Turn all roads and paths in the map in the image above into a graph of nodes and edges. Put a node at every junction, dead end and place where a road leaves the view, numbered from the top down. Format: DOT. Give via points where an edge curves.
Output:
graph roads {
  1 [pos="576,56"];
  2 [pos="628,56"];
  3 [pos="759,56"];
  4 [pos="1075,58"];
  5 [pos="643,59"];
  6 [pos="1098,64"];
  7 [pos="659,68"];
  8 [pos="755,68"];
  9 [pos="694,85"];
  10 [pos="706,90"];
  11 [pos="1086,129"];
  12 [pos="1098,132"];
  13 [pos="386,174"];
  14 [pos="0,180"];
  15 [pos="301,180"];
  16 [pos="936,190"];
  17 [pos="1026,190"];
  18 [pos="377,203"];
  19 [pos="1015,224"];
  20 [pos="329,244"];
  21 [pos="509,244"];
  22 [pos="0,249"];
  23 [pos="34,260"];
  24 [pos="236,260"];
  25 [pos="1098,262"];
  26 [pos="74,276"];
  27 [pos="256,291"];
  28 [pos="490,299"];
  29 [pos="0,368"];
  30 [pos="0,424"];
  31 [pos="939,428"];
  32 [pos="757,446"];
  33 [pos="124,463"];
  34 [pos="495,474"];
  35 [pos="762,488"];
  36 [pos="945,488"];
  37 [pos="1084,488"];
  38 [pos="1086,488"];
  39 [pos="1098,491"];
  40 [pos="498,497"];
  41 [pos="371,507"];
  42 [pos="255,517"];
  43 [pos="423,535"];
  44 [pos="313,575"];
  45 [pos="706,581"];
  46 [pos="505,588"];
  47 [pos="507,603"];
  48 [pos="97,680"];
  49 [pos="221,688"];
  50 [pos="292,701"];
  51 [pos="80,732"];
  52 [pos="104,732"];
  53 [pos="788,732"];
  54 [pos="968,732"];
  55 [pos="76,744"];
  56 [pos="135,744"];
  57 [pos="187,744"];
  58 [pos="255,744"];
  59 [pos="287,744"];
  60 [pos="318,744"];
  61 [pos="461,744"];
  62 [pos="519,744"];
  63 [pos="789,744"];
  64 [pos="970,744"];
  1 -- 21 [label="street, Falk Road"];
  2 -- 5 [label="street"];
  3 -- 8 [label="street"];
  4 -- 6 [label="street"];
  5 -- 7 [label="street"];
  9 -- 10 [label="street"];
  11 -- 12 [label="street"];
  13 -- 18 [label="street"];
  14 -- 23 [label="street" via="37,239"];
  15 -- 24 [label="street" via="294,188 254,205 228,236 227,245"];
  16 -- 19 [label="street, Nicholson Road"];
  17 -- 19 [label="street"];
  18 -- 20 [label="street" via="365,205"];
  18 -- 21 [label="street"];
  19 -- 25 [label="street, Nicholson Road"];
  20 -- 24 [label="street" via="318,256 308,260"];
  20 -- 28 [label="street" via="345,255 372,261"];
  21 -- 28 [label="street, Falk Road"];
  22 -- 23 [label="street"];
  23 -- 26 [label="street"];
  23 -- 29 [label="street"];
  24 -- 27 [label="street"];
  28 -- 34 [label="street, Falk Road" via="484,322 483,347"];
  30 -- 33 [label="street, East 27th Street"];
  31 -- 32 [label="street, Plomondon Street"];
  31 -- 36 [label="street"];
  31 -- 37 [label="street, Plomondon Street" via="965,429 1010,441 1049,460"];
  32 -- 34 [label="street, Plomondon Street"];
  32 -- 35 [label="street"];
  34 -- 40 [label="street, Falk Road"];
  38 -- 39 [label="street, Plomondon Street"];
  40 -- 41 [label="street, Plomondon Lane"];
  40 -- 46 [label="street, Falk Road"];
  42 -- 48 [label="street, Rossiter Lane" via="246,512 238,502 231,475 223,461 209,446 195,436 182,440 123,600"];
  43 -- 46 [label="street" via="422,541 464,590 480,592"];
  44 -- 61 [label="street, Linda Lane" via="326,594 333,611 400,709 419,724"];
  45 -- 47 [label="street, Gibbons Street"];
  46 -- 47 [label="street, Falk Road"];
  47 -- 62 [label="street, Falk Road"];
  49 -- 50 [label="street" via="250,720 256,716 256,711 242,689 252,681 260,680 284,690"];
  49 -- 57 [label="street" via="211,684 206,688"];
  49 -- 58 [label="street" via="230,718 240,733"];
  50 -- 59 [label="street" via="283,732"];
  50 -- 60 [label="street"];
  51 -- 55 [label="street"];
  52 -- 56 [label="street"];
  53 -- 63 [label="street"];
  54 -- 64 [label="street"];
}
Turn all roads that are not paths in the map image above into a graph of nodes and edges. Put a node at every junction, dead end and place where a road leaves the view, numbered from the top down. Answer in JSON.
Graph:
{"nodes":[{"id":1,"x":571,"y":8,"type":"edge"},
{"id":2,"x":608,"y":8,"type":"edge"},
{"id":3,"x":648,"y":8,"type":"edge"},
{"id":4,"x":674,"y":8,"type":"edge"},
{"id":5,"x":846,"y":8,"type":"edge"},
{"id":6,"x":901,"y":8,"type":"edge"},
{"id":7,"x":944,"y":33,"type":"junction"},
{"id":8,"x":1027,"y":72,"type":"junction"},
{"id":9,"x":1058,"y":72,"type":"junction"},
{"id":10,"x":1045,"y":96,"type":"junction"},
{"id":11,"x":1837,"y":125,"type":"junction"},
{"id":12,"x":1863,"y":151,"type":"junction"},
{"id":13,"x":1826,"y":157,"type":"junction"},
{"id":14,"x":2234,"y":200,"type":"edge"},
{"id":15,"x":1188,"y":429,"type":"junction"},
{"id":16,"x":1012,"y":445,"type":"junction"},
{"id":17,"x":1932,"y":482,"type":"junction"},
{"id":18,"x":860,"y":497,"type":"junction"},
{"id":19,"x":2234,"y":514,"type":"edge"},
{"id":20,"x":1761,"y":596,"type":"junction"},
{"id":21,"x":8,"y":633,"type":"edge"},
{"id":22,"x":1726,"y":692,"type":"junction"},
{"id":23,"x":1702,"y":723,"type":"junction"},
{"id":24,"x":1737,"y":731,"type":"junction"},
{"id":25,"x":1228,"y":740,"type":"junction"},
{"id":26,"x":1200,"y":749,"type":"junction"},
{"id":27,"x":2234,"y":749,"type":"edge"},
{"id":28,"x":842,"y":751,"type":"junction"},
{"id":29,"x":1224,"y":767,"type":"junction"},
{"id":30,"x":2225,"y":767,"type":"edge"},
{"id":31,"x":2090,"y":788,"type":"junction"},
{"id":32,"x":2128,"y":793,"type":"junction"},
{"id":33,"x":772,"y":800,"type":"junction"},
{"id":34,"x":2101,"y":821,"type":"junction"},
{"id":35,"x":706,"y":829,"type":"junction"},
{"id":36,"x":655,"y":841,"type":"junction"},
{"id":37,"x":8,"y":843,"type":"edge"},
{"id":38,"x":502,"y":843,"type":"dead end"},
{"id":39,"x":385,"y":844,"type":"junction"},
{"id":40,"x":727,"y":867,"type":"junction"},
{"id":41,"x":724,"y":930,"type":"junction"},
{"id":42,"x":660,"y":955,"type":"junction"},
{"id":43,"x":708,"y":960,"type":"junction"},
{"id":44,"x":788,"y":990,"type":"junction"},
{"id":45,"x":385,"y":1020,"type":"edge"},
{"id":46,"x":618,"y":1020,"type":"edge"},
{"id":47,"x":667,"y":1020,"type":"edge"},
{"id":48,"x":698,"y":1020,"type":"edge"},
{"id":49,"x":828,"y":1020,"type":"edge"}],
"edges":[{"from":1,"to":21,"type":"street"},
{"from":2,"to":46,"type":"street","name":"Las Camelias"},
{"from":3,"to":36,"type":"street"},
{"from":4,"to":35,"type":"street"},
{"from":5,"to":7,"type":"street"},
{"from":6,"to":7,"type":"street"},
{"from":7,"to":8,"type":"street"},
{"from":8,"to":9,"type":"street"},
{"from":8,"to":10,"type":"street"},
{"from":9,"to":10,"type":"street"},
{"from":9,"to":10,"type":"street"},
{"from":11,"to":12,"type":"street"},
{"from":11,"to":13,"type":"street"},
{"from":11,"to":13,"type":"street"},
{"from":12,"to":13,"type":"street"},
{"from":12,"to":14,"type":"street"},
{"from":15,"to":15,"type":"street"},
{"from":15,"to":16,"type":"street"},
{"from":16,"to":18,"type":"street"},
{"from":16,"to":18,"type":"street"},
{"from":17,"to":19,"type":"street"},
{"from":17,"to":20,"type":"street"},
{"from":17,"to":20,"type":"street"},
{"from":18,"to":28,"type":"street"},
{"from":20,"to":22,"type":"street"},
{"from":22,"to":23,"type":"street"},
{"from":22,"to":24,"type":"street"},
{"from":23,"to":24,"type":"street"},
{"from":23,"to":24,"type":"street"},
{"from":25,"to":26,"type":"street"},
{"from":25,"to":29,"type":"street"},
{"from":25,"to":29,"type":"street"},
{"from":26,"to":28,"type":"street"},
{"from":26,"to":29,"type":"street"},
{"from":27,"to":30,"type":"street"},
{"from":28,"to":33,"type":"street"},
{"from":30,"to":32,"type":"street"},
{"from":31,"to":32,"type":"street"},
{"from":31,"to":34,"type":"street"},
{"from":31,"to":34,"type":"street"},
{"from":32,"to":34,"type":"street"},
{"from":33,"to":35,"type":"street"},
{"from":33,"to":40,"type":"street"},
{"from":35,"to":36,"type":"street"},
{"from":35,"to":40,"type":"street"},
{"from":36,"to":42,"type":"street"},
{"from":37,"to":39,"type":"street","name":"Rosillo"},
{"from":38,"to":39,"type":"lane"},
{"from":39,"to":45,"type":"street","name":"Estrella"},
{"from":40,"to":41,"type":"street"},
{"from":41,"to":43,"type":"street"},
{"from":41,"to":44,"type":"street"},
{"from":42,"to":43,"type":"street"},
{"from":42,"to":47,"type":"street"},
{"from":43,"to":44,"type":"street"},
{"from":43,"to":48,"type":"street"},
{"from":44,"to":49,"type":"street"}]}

• Exercise objective
Consider the entries above and return each line with the string "Nicholson".

• Response area
  16 -- 19 [label="street, Nicholson Road"];
  19 -- 25 [label="street, Nicholson Road"];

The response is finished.